De una de las pasadas apuestas editoriales, la línea Siurell, destinada a publicar obras de autores españoles, surgió el descubrimiento de un dibujante como Enrique Vegas, un autor de la casa convertido en best seller por su capacidad de gustar al público adulto y, sobre todo, infantil, siendo ideal por su estilo de conectar con gente no habitual a la lectura y conseguir fidelizarlos en ese hábito.

A lo largo de los últimos años, en un intento por ampliar de nuevo la línea de narrativa, se publicó el best-seller de fantasía El Libro de Sarah, una saga que este año publicará su tercer volumen y que ha alcanzado su novena edición entre España y Sudamérica. A partir de ahí se decidió apostar por reducir el número de publicaciones mensuales y trabajar más la promoción de los que aparecieran, retomando la línea histórica con La Segunda Guerra Mundial de Javier Cosnava, otro éxito editorial conseguido gracias a la gran implicación del autor en la promoción de su obra y a su sincronía con Dolmen.

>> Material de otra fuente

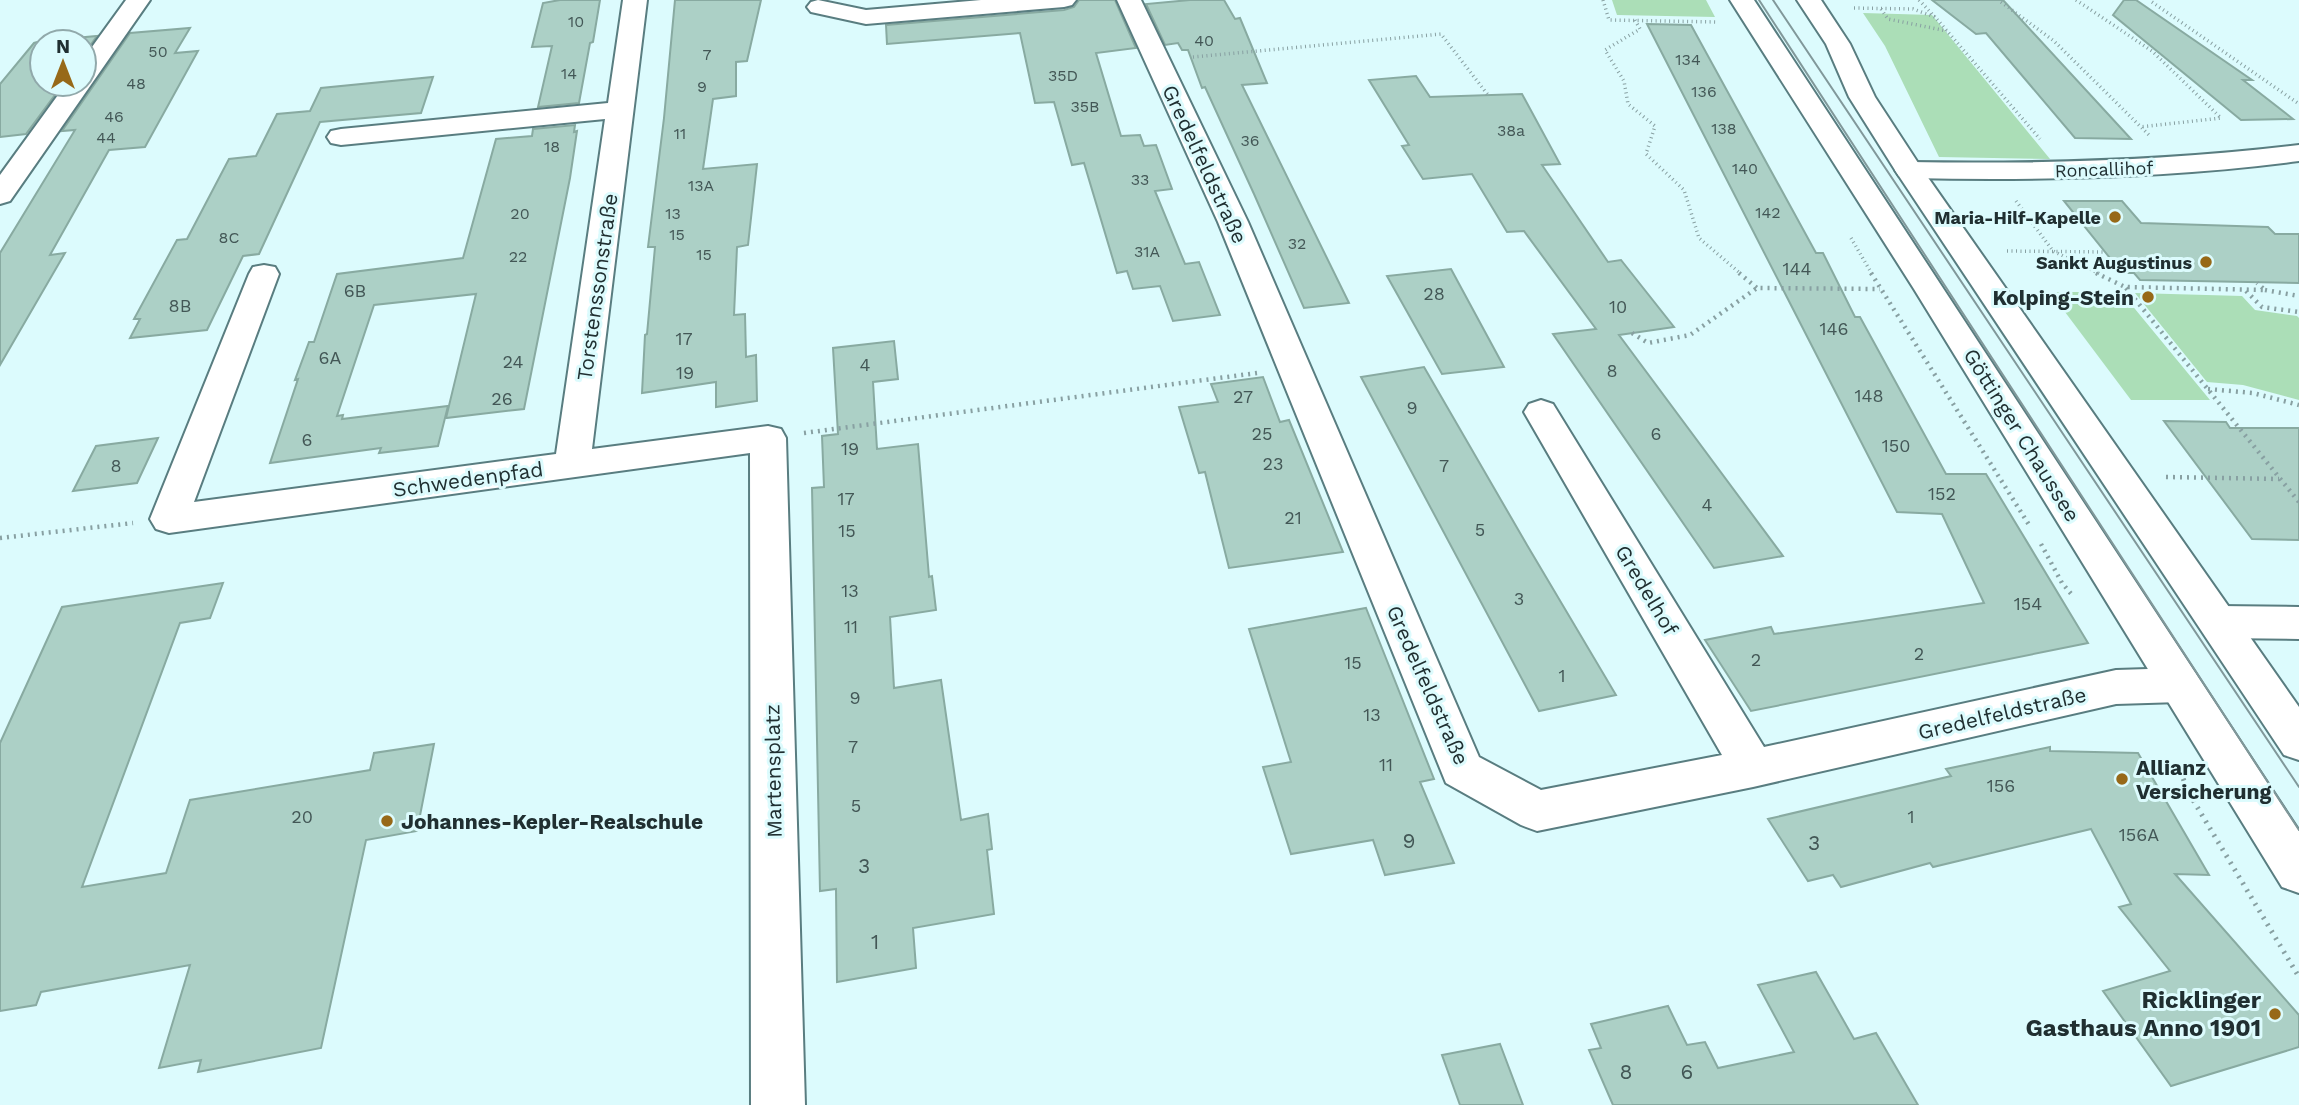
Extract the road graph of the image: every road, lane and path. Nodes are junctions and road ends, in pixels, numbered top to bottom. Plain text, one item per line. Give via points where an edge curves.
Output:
1 (138, 0) edge
2 (635, 0) edge
3 (1063, 0) edge
4 (1129, 0) edge
5 (1603, 0) edge
6 (1809, 0) edge
7 (1919, 0) edge
8 (2076, 0) edge
9 (2001, 2) dead end
10 (2152, 2) dead end
11 (819, 7) dead end
12 (1849, 8) dead end
13 (1881, 8) junction
14 (1750, 11) edge
15 (1936, 17) junction
16 (1635, 20) junction
17 (1948, 31) junction
18 (98, 56) edge
19 (1157, 60) junction
20 (1488, 95) dead end
21 (69, 98) edge
22 (2299, 104) edge
23 (621, 110) junction
24 (2140, 127) junction
25 (341, 137) dead end
26 (2299, 153) edge
27 (2184, 165) junction
28 (1909, 170) junction
29 (2068, 172) junction
30 (0, 195) edge
31 (2015, 200) dead end
32 (1846, 228) dead end
33 (2000, 250) dead end
34 (2053, 251) junction
35 (2105, 252) dead end
36 (264, 274) dead end
37 (2258, 283) dead end
38 (2125, 287) junction
39 (1758, 288) junction
40 (1880, 289) junction
41 (1930, 289) junction
42 (2245, 290) junction
43 (2264, 290) junction
44 (2299, 296) edge
45 (2299, 312) edge
46 (1632, 333) dead end
47 (1293, 369) junction
48 (2208, 389) junction
49 (2299, 405) edge
50 (1541, 412) dead end
51 (768, 438) junction
52 (572, 465) junction
53 (2154, 476) dead end
54 (2280, 479) junction
55 (2299, 502) edge
56 (169, 519) junction
57 (0, 538) edge
58 (2079, 602) dead end
59 (2219, 622) junction
60 (2299, 623) edge
61 (2180, 685) junction
62 (2299, 743) edge
63 (2175, 760) dead end
64 (1753, 768) junction
65 (2299, 872) edge
66 (2299, 977) edge
67 (778, 1105) edge

1 - 18 street
2 - 23 street, Torstenssonstraße
3 - 11 street via 866,17
4 - 19 street, Gredelfeldstraße
5 - 16 path via 1609,20
6 - 28 street
7 - 15 path
8 - 24 path via 2151,51 2221,118
9 - 24 path via 2054,41
10 - 22 path
12 - 13 path
13 - 15 path via 1913,9
13 - 17 path via 1888,19
14 - 16 path
14 - 41 street, Göttinger Chaussee
15 - 17 path
16 - 39 path via 1640,29 1605,50 1624,81 1628,104 1655,125 1646,154 1684,190 1699,238
17 - 29 path
19 - 20 path via 1441,34
19 - 47 street, Gredelfeldstraße via 1233,222
21 - 30 street
23 - 25 street
23 - 52 street, Torstenssonstraße
24 - 27 path
26 - 27 street, Roncallihof
27 - 29 street, Roncallihof
28 - 29 street, Roncallihof
28 - 59 street
31 - 34 path
32 - 40 path
33 - 34 path
34 - 35 path
34 - 38 path
36 - 56 street
37 - 43 path
38 - 42 path
38 - 48 path
39 - 40 path
39 - 46 path via 1690,335 1648,343
40 - 41 path
40 - 58 path via 2062,583
41 - 61 street, Göttinger Chaussee
42 - 43 path
42 - 45 path via 2262,307
43 - 44 path
47 - 51 path
47 - 64 street, Gredelfeldstraße via 1462,770 1537,811
48 - 49 path via 2253,393
48 - 54 path
50 - 64 street, Gredelhof
51 - 52 street, Schwedenpfad
51 - 67 street, Martensplatz
52 - 56 street, Schwedenpfad
53 - 54 path
54 - 55 path
56 - 57 path
59 - 60 street
59 - 62 street
61 - 64 street, Gredelfeldstraße via 2116,687
61 - 65 street, Göttinger Chaussee
63 - 66 path via 2190,795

De esa forma, cuando el libro de Don Juan de Rafael Marín llegó hasta nuestras manos parecía como si los astros se hubieran alineado. En primer lugar, porque habíamos cambiado nuestra política editorial encajando con la línea actual y, en segundo lugar, porque se trataba de un autor con el que ya habíamos trabajado en el pasado y en diversos frentes (era el guionista del prestigioso Iberia Inc, el cómic de superhéroes españoles que creó junto a Carlos Pacheco, escribió un libro sobre Watchmen, etc.). Eso nos solventó el problema que hubiera representado el que llegara hasta nuestras manos una novela como Don Juan y no hubiéramos podido moverla como se merece, porque desde su primera página el autor hace una declaración de intenciones de lo que será, pudiéndose comprobar en su prosa el alcance de una vida dedicada a los libros, a su lectura y a su escritura.

Esperemos que la novela funcione como se merece y no se vea perdida en el maremágnum de novedades editoriales que salen mes a mes y encuentre su lugar en las librerías.